FOF Joan joined our chat. A recent widow, she relocated to New York from Florida when her husband was ill so they could be near their daughter and her family. Joan and her husband moved into the converted carriage house on their daughter’s property.
Many of Joan’s friends are in Florida, where she still has a home, but she’s going to stay up north. She enjoys living near her seven-year-old twin grandchildren and is close to her lawyer daughter. She also visits a son in Switzerland and another in Tennessee. “The winter is only time I’m not crazy about it (in New York),” she told me and Nancy. “I’m especially afraid of falling then.”
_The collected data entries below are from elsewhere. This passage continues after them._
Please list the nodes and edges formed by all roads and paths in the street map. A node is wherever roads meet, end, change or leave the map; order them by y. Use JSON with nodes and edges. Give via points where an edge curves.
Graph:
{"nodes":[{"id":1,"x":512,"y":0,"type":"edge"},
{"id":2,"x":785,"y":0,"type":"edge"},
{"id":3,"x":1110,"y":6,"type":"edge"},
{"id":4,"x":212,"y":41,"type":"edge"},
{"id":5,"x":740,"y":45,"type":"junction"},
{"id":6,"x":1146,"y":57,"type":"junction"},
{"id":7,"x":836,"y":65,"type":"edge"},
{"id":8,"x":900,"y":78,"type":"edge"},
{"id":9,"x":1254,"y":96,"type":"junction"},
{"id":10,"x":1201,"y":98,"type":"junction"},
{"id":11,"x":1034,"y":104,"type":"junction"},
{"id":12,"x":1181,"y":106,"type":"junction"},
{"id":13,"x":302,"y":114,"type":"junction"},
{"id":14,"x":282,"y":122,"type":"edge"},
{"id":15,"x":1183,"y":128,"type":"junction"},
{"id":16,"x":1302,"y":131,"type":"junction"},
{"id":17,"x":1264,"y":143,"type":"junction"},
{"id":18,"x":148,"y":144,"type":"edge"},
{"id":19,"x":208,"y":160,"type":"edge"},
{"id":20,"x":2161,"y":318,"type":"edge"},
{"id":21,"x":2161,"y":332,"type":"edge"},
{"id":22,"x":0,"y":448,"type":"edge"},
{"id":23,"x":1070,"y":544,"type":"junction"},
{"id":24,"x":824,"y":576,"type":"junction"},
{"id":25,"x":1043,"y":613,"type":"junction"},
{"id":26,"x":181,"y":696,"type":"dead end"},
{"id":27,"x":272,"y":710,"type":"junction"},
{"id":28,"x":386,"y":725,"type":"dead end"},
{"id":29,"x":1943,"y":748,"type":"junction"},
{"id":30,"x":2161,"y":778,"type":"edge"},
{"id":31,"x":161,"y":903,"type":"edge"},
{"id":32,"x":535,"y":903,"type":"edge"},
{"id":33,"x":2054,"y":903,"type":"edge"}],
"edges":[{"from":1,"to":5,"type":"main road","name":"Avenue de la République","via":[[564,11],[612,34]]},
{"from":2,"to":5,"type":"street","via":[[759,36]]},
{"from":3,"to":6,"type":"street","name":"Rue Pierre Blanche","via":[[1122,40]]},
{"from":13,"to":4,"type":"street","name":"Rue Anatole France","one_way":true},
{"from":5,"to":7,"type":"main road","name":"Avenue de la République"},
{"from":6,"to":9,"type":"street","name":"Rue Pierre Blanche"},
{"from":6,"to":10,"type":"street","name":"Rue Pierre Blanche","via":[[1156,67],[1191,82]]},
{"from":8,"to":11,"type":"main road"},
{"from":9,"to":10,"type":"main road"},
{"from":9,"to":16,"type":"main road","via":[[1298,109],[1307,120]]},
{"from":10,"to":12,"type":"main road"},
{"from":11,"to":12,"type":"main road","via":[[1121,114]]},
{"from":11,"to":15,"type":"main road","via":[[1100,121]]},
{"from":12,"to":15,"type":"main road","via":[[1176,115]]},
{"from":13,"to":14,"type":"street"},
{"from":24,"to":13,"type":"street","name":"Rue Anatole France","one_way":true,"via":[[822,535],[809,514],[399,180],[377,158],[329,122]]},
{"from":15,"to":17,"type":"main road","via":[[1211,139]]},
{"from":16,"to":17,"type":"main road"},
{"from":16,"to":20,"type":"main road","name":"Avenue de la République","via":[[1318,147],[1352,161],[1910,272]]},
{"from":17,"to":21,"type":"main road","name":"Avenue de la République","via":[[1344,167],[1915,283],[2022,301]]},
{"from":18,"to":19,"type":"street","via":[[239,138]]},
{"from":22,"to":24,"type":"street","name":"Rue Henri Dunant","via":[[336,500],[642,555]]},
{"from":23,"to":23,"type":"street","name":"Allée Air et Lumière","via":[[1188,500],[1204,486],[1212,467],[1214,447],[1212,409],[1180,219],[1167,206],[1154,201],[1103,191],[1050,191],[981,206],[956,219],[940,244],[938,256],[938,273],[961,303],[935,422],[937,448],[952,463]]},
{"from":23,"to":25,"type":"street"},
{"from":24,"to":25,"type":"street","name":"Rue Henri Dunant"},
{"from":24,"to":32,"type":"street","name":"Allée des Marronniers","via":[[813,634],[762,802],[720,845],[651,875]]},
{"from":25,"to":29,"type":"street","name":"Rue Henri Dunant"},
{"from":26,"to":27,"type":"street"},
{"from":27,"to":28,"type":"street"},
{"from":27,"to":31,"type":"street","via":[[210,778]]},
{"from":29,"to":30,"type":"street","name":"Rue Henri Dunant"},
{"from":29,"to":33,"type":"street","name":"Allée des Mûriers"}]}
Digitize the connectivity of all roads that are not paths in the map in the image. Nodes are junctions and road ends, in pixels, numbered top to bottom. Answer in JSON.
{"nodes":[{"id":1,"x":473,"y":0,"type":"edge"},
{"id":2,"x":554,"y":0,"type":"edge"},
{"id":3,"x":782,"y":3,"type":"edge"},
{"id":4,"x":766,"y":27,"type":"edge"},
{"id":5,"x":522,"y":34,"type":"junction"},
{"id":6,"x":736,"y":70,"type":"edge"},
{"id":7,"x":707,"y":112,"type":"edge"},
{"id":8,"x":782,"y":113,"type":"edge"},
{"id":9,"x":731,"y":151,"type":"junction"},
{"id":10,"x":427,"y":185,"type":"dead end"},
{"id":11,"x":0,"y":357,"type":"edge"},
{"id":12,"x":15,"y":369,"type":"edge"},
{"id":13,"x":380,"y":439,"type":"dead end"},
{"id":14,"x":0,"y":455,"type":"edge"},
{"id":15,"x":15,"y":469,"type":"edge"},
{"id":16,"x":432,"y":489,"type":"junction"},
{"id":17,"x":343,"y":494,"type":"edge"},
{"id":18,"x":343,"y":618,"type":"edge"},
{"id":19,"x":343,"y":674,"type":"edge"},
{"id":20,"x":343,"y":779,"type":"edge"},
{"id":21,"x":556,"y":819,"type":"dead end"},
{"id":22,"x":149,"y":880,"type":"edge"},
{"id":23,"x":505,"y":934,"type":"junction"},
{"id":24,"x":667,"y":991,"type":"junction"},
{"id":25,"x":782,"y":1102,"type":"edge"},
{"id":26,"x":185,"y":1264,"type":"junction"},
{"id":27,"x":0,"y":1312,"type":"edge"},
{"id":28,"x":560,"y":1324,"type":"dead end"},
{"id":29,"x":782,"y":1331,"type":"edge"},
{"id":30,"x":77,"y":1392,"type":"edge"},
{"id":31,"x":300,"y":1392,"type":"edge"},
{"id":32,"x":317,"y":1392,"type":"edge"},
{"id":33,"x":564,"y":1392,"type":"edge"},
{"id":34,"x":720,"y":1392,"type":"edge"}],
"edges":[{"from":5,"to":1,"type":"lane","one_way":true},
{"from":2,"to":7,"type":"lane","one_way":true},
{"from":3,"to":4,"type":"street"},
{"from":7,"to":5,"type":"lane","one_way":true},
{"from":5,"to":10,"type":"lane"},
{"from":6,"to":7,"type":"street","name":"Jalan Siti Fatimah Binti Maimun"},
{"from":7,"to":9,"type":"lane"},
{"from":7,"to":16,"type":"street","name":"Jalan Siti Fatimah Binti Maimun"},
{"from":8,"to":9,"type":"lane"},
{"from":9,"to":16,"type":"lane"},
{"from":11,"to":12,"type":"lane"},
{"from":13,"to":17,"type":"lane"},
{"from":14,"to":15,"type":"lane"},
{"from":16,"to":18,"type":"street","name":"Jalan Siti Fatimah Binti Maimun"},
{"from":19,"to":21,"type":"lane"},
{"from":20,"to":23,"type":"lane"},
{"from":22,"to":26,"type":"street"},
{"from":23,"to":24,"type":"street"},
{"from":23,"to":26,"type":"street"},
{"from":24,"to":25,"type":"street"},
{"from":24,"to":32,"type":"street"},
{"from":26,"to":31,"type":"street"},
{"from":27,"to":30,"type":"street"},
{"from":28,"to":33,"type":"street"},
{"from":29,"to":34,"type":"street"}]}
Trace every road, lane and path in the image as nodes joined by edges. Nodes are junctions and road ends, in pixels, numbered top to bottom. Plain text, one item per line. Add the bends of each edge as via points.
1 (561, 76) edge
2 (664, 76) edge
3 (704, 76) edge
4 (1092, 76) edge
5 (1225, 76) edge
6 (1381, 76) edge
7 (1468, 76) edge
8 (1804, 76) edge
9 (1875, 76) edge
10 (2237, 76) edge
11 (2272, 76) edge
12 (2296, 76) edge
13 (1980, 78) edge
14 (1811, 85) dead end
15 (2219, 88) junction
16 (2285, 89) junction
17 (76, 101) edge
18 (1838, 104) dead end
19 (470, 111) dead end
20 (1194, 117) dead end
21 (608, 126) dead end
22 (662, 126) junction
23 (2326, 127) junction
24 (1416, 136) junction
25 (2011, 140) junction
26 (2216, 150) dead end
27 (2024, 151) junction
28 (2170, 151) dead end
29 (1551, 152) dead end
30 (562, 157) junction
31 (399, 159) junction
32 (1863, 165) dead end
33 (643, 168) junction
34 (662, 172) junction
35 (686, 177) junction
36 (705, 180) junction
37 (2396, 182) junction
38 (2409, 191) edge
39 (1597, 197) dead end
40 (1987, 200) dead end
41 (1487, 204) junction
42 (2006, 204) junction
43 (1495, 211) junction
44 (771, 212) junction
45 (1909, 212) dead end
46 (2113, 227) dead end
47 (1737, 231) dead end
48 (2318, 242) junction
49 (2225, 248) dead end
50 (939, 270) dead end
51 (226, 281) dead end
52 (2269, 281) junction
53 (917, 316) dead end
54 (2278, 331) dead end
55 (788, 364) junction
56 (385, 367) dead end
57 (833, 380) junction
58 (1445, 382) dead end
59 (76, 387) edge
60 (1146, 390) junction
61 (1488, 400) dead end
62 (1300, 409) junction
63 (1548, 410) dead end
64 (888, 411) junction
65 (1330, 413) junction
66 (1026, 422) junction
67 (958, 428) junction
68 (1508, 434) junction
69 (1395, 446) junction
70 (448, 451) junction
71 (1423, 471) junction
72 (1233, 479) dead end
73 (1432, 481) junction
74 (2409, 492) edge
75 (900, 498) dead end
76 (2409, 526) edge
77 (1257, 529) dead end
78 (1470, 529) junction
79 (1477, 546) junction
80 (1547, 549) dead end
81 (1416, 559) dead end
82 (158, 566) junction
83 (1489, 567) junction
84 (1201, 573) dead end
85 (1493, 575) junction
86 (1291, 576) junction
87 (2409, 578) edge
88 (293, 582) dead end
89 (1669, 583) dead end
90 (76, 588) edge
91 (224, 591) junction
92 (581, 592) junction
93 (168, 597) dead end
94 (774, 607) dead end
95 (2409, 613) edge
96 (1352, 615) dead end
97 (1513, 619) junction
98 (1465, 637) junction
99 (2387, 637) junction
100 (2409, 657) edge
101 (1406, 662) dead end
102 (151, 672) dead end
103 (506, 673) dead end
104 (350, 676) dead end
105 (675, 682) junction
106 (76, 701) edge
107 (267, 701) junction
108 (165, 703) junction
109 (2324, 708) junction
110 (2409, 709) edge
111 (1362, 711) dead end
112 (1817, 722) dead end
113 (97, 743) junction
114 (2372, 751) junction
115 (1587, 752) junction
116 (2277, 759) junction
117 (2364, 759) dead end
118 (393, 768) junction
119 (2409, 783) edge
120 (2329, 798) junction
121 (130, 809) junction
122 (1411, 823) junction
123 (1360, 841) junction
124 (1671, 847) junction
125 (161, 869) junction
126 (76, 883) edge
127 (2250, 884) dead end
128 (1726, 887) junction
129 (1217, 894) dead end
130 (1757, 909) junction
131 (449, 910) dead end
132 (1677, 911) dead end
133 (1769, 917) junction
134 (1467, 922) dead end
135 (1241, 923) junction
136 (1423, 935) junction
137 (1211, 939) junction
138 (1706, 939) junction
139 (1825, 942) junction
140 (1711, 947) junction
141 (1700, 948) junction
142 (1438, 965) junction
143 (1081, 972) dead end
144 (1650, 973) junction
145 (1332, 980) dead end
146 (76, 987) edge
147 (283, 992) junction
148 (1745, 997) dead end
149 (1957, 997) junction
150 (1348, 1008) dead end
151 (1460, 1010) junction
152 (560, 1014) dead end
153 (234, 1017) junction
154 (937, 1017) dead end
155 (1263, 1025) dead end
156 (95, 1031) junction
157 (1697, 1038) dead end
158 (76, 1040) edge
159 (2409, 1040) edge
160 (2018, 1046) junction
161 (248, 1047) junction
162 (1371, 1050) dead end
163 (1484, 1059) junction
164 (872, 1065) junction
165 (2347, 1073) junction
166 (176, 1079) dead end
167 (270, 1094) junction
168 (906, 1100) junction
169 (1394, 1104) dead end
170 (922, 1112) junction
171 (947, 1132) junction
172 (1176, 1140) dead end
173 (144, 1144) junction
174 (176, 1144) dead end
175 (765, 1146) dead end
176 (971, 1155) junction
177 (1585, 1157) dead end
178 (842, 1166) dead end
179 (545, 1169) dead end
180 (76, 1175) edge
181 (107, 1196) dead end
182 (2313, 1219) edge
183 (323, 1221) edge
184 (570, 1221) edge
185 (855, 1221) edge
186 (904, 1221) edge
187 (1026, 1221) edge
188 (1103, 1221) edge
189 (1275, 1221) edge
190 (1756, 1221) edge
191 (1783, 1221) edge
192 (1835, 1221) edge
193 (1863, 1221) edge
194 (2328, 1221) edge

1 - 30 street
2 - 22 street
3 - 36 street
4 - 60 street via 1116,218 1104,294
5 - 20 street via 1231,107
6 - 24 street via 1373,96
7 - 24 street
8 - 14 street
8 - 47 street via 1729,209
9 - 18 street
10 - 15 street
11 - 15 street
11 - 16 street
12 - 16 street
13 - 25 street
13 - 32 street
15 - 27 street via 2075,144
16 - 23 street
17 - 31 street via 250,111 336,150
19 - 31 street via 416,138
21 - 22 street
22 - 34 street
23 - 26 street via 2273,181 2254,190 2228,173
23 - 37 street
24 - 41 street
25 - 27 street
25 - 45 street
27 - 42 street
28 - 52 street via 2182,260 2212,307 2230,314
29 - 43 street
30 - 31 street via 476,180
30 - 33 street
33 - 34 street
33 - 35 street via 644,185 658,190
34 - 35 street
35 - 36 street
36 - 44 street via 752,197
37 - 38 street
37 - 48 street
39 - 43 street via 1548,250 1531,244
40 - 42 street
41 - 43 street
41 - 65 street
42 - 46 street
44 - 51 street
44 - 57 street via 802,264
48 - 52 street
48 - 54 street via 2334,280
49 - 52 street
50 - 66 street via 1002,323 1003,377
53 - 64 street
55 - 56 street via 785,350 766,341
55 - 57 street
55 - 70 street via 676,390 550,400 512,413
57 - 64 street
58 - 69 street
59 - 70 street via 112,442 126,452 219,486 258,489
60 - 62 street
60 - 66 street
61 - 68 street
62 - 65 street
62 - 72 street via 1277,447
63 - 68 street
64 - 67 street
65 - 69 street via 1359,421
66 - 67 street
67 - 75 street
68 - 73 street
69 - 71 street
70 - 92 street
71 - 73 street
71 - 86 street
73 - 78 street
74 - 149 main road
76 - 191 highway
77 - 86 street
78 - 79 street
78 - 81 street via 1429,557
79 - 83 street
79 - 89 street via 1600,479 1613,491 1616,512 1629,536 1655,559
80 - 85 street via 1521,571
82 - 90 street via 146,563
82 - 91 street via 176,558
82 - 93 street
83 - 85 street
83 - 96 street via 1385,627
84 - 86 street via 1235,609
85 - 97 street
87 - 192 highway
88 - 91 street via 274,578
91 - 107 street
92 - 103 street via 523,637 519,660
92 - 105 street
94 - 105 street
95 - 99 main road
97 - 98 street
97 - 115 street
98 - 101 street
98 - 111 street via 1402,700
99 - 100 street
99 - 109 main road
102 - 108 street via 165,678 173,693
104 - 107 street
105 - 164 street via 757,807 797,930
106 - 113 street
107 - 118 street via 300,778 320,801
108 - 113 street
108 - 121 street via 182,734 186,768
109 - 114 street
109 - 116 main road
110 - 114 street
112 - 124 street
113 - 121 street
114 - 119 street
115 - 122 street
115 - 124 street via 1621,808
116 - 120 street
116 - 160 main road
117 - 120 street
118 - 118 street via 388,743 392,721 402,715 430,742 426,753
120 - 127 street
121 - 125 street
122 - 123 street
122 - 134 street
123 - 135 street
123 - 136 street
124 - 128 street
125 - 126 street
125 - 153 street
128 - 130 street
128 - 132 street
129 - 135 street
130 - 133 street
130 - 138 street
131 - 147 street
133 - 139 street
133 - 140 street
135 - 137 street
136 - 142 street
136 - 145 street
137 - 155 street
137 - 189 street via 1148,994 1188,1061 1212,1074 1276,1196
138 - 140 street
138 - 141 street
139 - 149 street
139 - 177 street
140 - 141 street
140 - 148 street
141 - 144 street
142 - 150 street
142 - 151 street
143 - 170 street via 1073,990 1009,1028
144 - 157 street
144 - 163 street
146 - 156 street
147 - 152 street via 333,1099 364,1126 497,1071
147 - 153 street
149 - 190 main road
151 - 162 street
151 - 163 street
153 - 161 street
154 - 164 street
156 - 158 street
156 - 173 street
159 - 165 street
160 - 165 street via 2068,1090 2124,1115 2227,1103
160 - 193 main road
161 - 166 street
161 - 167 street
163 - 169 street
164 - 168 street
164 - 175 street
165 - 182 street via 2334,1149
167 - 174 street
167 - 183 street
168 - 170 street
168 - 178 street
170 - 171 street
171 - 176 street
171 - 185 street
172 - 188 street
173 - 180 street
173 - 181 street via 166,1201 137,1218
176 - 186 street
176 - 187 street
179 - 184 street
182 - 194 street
This was a perfect lead-in to discussing broken hips and osteoporosis, a subject close to my heart because a.) I have osteopenia (low bone density) and b.) FOF is starting a Bone Health Challenge this Wednesday (but more on that in my blog on Tuesday and on the site.)
What do you get when you put two or more FOFs together? Good conversation, good fun and further confirmation that we are a great generation of women. I am proud to be in their company.
PS Thank you, my dear Catherine, for a wonderful afternoon. My only regret was that I didn’t play Scrabble with you. But you’re gonna beat me, anyway!